CDP published its Global Water Report today (7 November), which analysed water data from 742 disclosing companies – including Nestlé, Diageo and Kellogg’s. The report stated a 40% increase in the number of disclosures in 2016, with 70% of companies now reporting on water targets to the board.
Disclosing businesses have pledged $23.4bn to new water projects such as desalination plants, irrigation systems and drought resistance in 2017. Investment covers 1,000 projects across 91 nations but still falls well short of the $6.4trn that the UN estimates is required to combat water scarcity by 2030.
CDP’s chief executive Paul Simpson said: “The stakes are high as we assess corporate progress towards a water-secure world. From brand damage to disrupted supply chains, increased operating costs to constrained growth, water security is now big business and poses increasingly significant threats and opportunities to global firms.”

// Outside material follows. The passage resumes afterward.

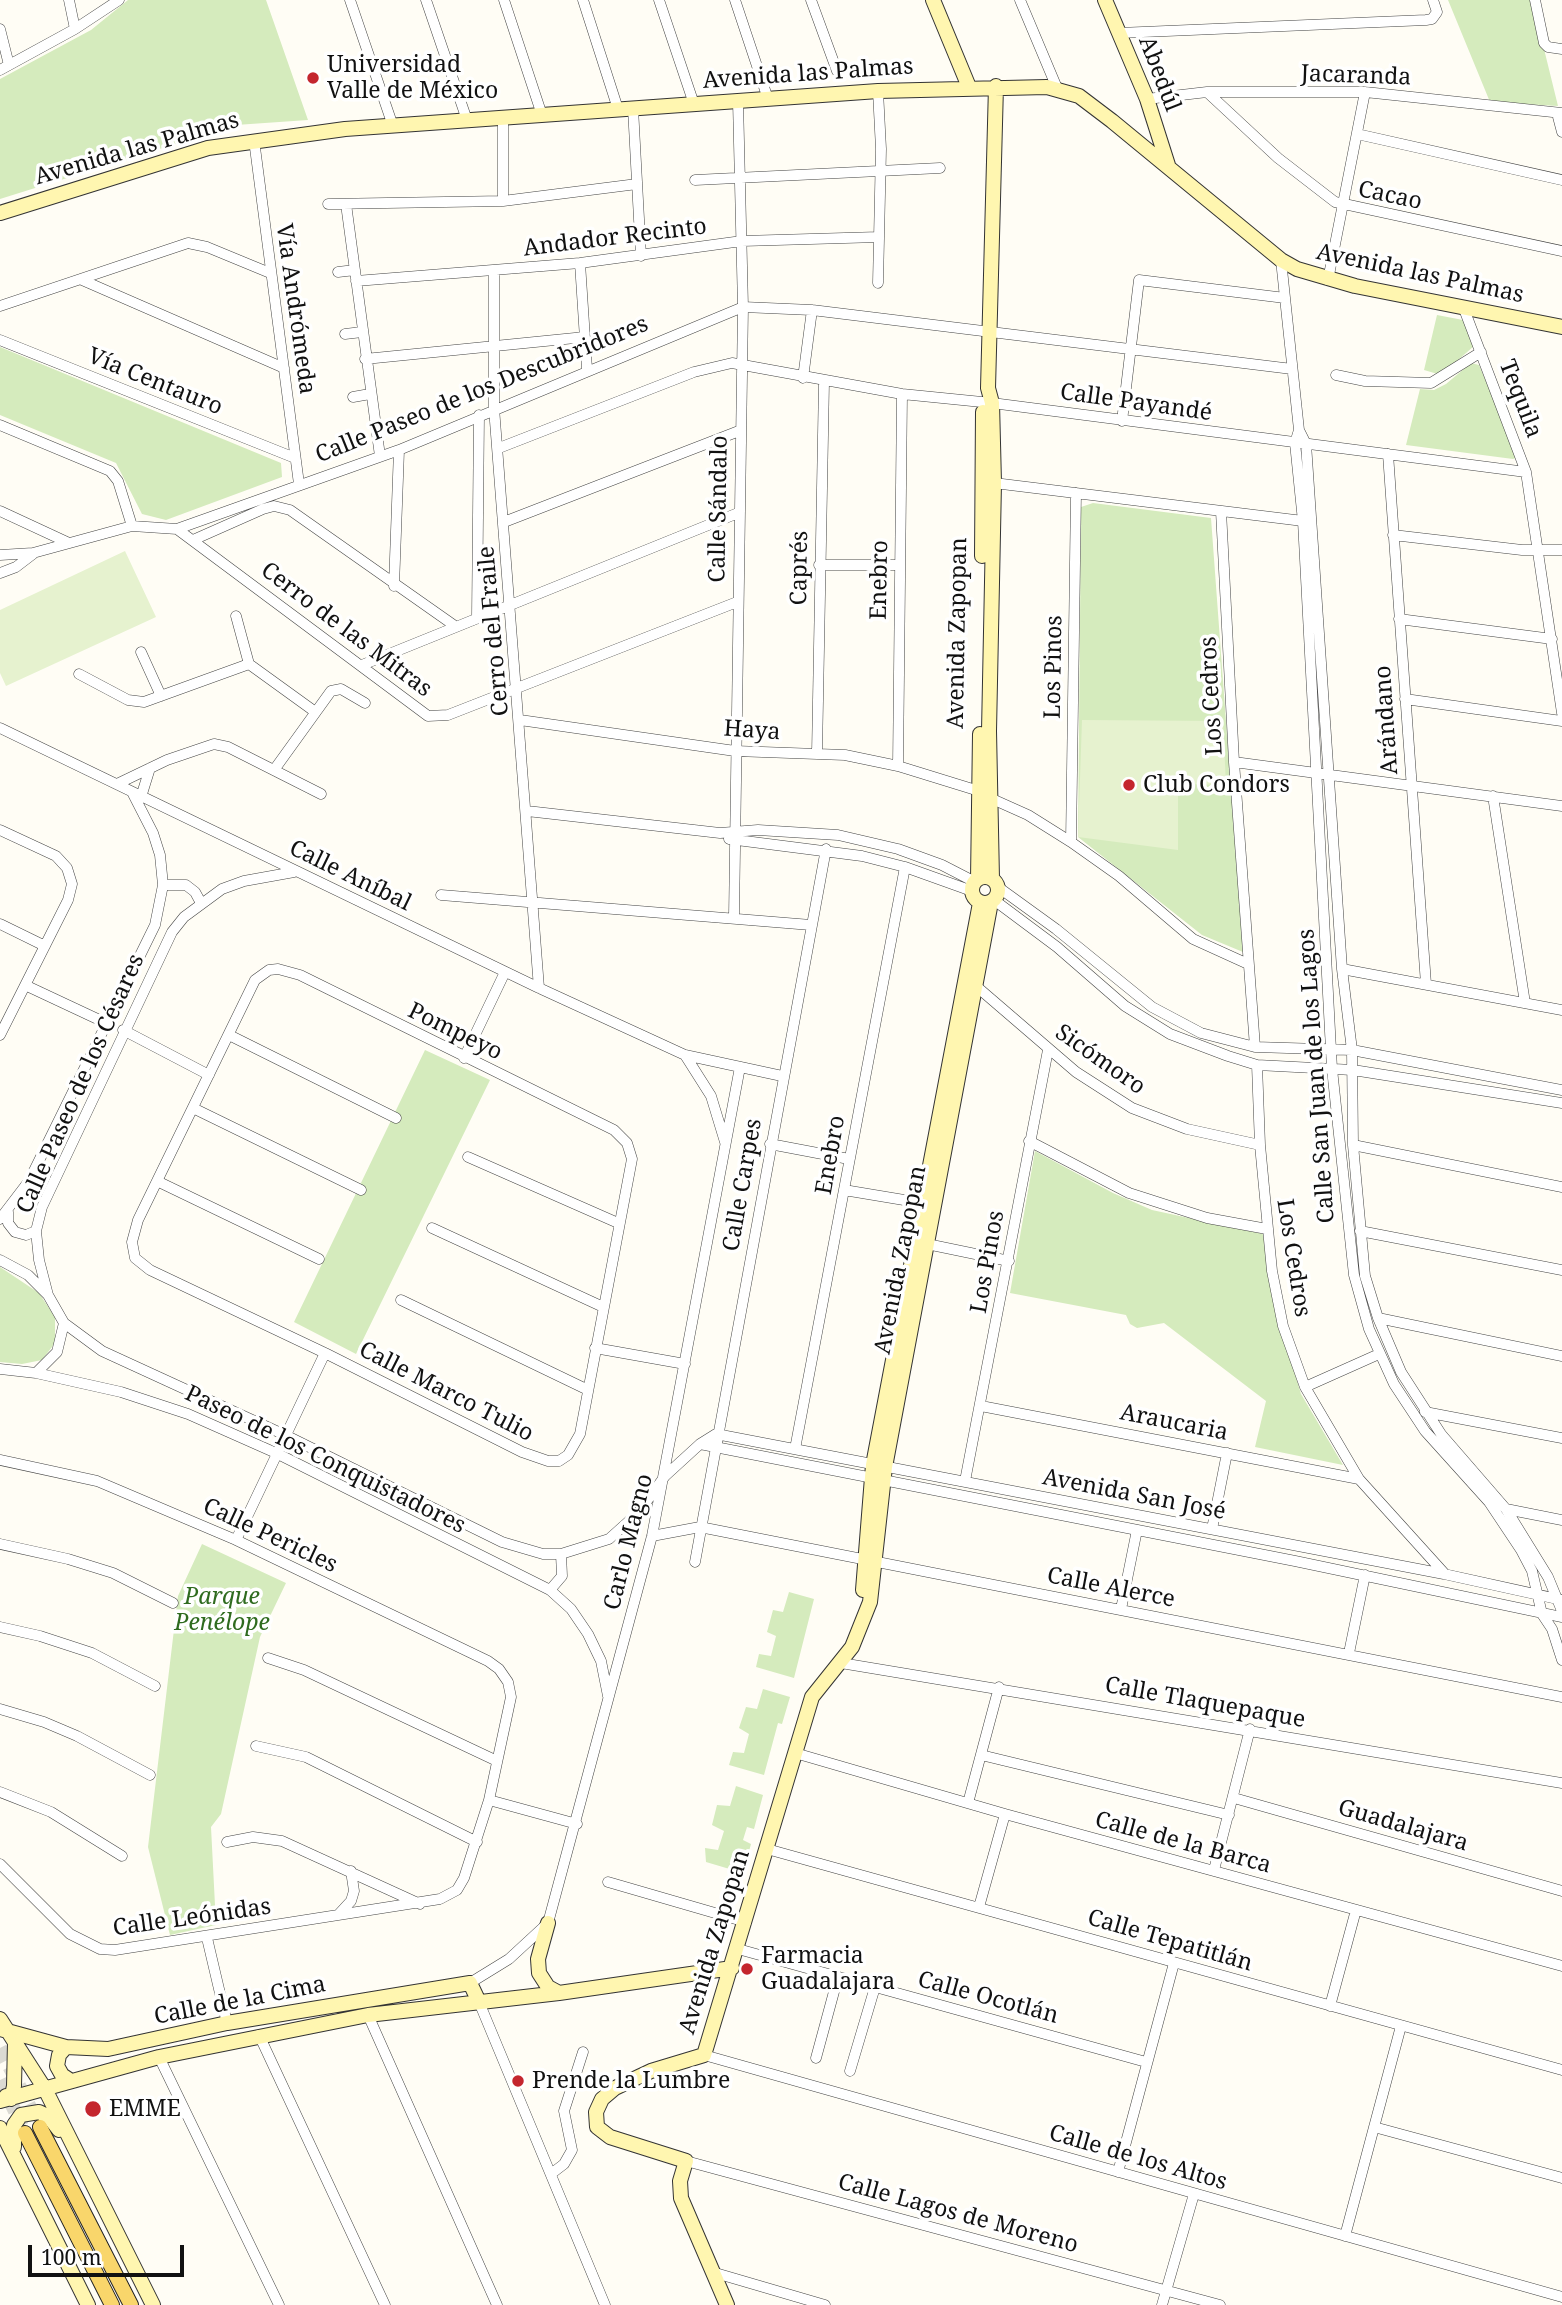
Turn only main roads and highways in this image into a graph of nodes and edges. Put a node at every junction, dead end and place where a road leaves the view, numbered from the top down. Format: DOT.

Backed by requests from 639 institutional investors with $69trn in assets, CDP called on 4,653 companies to disclose water activities, achieving a 46% response rate. The report is based on the 742 largest firms that disclosed data, and are part of a wider selection of more than 2,000 companies that reported on water management to CDP this year. These companies collectively withdrew 5.6 billion mega-litres of water in 2017 – more than the volume of Lake Michigan.
According to CDP, 53 companies – or 7% of the disclosing respondents – have created internal value costs associated to water that are otherwise absent from pricing and decision making. Colgate Palmolive measures the “true” cost of water as 2.5 times more than the purchase cost, once social and environmental impacts are accounted for.
While Colgate uses a water cost toolkit developed with Rutgers University Business School, whiskey specialists Diageo associates water costs to individual plants. As part of a wider goal to improve water efficiency by 50% by 2020, Diageo has linked water costs to business decisions and capex investments.
Despite the progress being made, the energy sector is continuing to lag. Just 37 of the 138 energy companies asked to disclose did so, with the likes of Exxon Mobil and Royal Dutch Shell failing to provide information.
Still, progress from other sectors led to a 193% increase in the number of companies taking a leadership role on water management. CDP’s Water A list now consists of 73 companies – the top performers include Burberry, Kellogg’s and Woolworths – up from 25 last year. The US had the highest number of firms on the A list, with 13, followed by 12 Japanese companies and nine from the UK.
Last year, CDP reported that water risks fuelled by climate change cost the private sector $14bn (£11.3bn), with a separate report from the organisation noting that 80 cities are seeking $9.5bn in investment to cover 89 water projects that are ‘urgently needed’ to combat water stress.
Earlier this week, the World Water Council (WWC) reported that financial investment into water infrastructure needs to triple to €255bn annually to combat climate change and meet sanitation targets.